Some people have been quick to dismiss the whole calliagnosia debate as superficial, an argument over makeup or who can and can’t get a date. But if you actually look at it, you’ll see it’s much deeper than that. It reflects a very old ambivalence about the body, one that’s been part of Western civilization since ancient times. You see, the foundations of our culture were laid in classical Greece, where physical beauty and the body were celebrated. But our culture is also thoroughly permeated by the monotheistic tradition, which devalues the body in favor of the soul.
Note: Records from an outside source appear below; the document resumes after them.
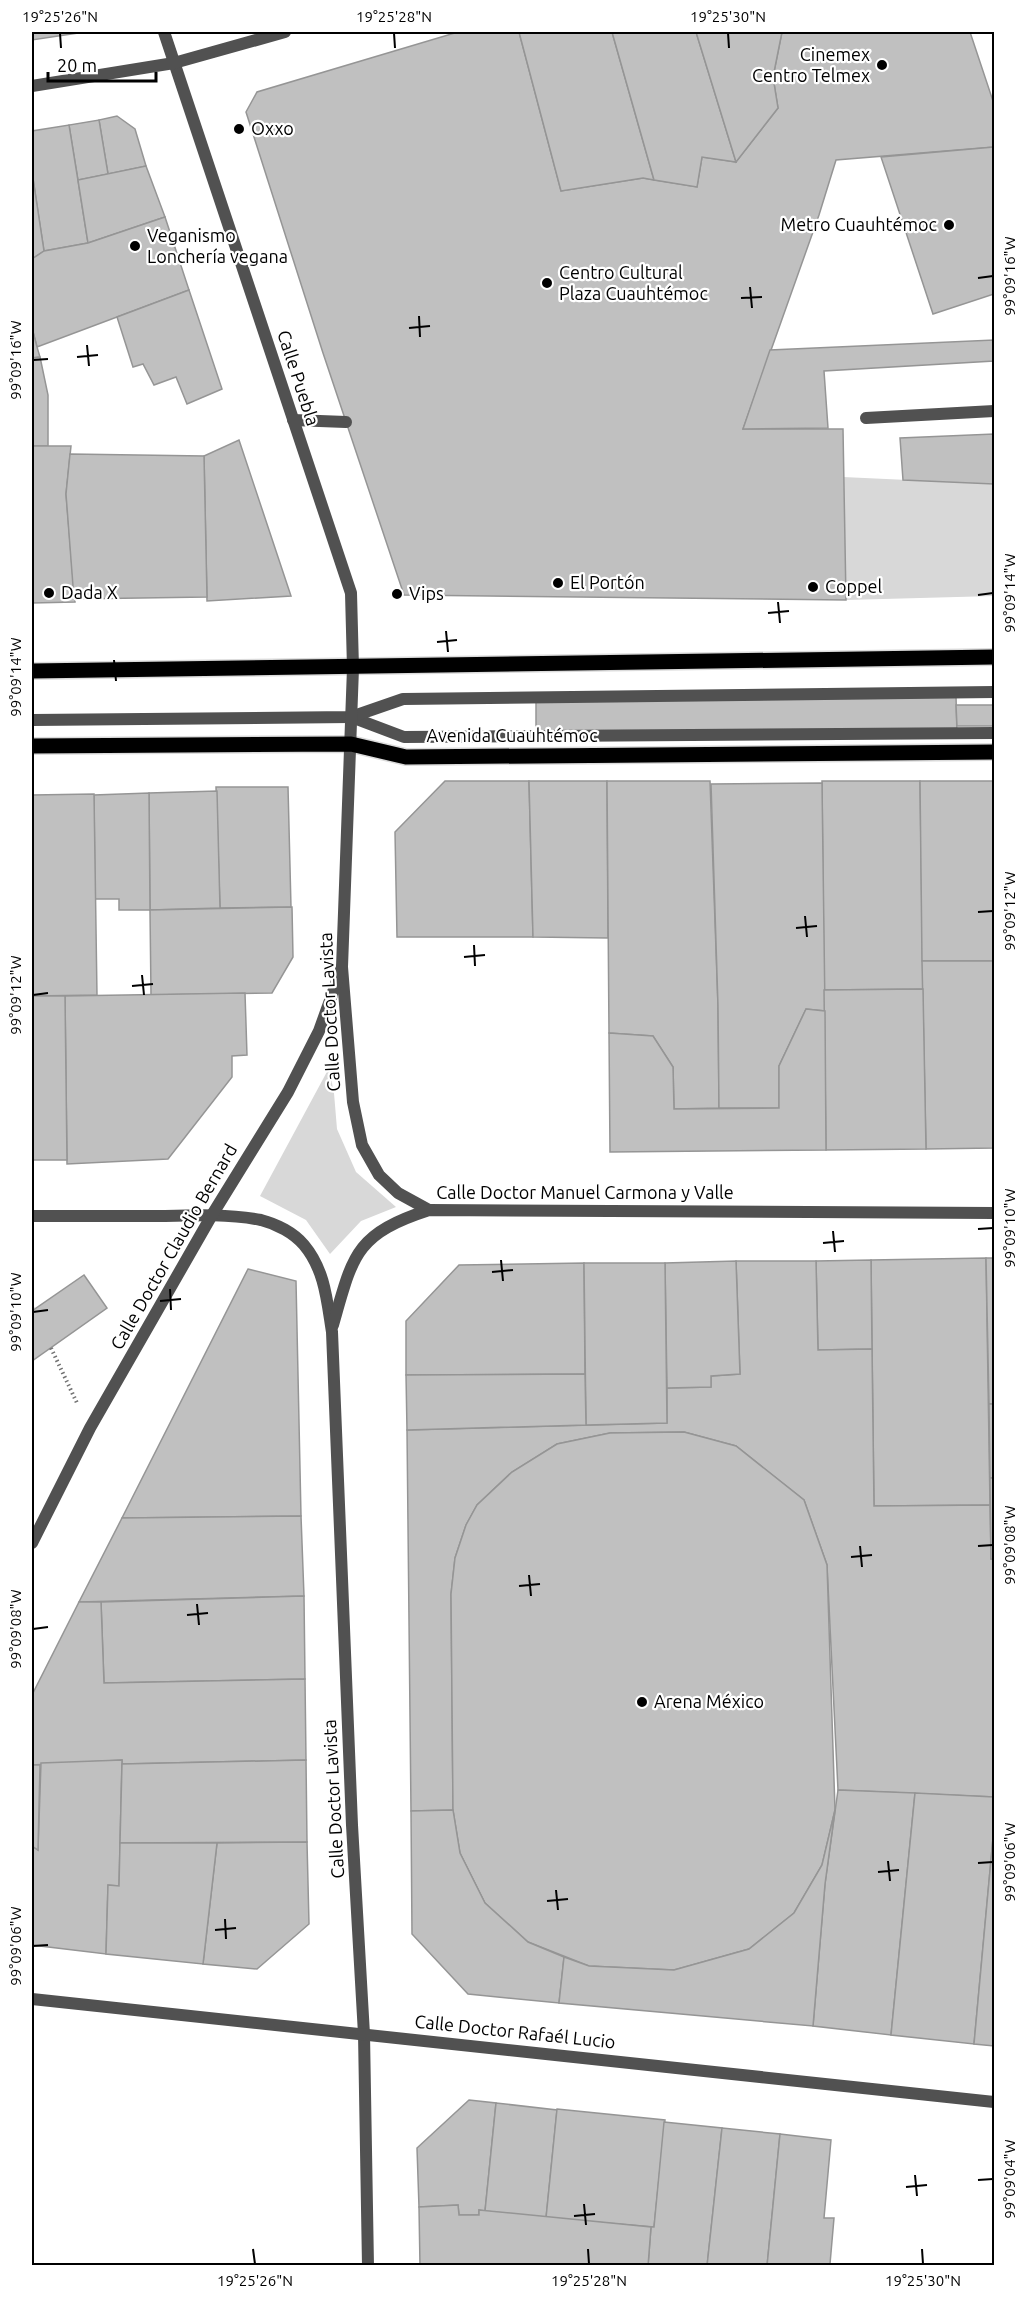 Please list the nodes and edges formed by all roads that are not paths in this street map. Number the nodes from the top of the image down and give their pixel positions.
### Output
1 (164, 32) edge
2 (285, 32) edge
3 (174, 63) junction
4 (32, 86) edge
5 (994, 411) edge
6 (866, 418) dead end
7 (293, 420) junction
8 (346, 422) dead end
9 (994, 657) edge
10 (353, 668) junction
11 (32, 671) edge
12 (994, 692) edge
13 (351, 717) junction
14 (32, 720) edge
15 (994, 733) edge
16 (351, 744) junction
17 (32, 746) edge
18 (994, 752) edge
19 (342, 967) junction
20 (429, 1210) junction
21 (994, 1213) edge
22 (212, 1215) junction
23 (32, 1216) edge
24 (332, 1332) junction
25 (32, 1543) edge
26 (32, 1999) edge
27 (364, 2034) junction
28 (994, 2102) edge
29 (368, 2265) edge

1 - 3 street, Calle Puebla
2 - 3 street
3 - 4 street
3 - 7 street, Calle Puebla
5 - 6 street
7 - 8 street
7 - 10 street, Calle Puebla
9 - 10 main road
10 - 11 main road
10 - 13 street, Calle Puebla
12 - 13 street
13 - 14 street
13 - 15 street
13 - 16 street, Calle Puebla
16 - 17 main road, Avenida Cuauhtémoc
16 - 18 main road, Avenida Cuauhtémoc
16 - 19 street, Calle Doctor Lavista
19 - 20 street, Calle Doctor Lavista
19 - 22 street, Calle Doctor Claudio Bernard
20 - 21 street, Calle Doctor Manuel Carmona y Valle
20 - 24 street, Calle Doctor Manuel Carmona y Valle
22 - 23 street
22 - 24 street
22 - 25 street, Calle Doctor Claudio Bernard
24 - 27 street, Calle Doctor Lavista
26 - 27 street, Calle Doctor Rafaél Lucio
27 - 28 street, Calle Doctor Rafaél Lucio
27 - 29 street, Calle Doctor Lavista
These old conflicting impulses are rearing their heads again, this time in the calliagnosia debate.

There is a bias, always, towards the chattering classes. And the chattering classes prize cleverness. A rich inner life. They disregard other virtues. They call physical beauty shallow. But how shallow is shallowness? Uncountable eons of sexual selection fine-tuned your “shallow” desires. N years of reading, conversation, and flirting created your rich inner lives. It is not really obvious one is less shallow than the other.

We are always biased to those aspects of ourselves that can articulate themselves. The chattering part of our mind thinks itself the only thing of value, thinks the world would be better if there was selection only for chattering. Here, it is talking its own book. And we should be suspicious.

One of the virtues of calliagnosia is its salutary effects on the ugly and the marred:

Saybrook has a higher than normal number of students with facial abnormalities, like bone cancer, burns, congenital conditions. Their parents moved here to keep them from being ostracized by other kids, and it works. I remember when I first visited, I saw a class of twelve-year-olds voting for class president, and they elected this girl who had burn scars on one side of her face. She was wonderfully at ease with herself, she was popular among kids who probably would have ostracized her in any other school. And I thought, this is the kind of environment I want my daughter to grow up in.

I have great sympathy here. But this would not outweigh the harm of its universal adoption. Still, it does seem like possibly a net win in the small. But it is just not very good compared to just making everyone beautiful and granting everyone complete morphological freedom.

And we see in the world Chiang limns that such a thing is near possible:

And these students, they might never even lose the beauty of youth. With the gene therapies coming out now, they’ll probably look young for decades, maybe even their entire lives. They might never have to make the adjustments I did, in which case adopting calli wouldn’t even save them from pain later on. So the idea that they might voluntarily give up one of the pleasures of youth is almost galling. Sometimes I want to shake them and say, “No! Don’t you realize what you have?”

I suspect Chiang, though obviously conflicted, has major sympathy for Students for Equality Everywhere (SEE). Towards them, I have almost none. And maybe this is my true objection. Regardless, I hope he would agree that the true solution is to make everyone beautiful. And his calliagnosia is, even in the most sympathetic reading, a very costly bandaid.

On re-reading the story for this whatever-this-is, I found it much more nuanced than it was in my memory. But it still misses much that is interesting and profound about human beauty. Chiang looks at beauty shallowly. He ignores its hidden depths. And for this reason, though not even close to a failure, it is my least favorite Ted Chiang story—the one narrated by a parrot is a close second.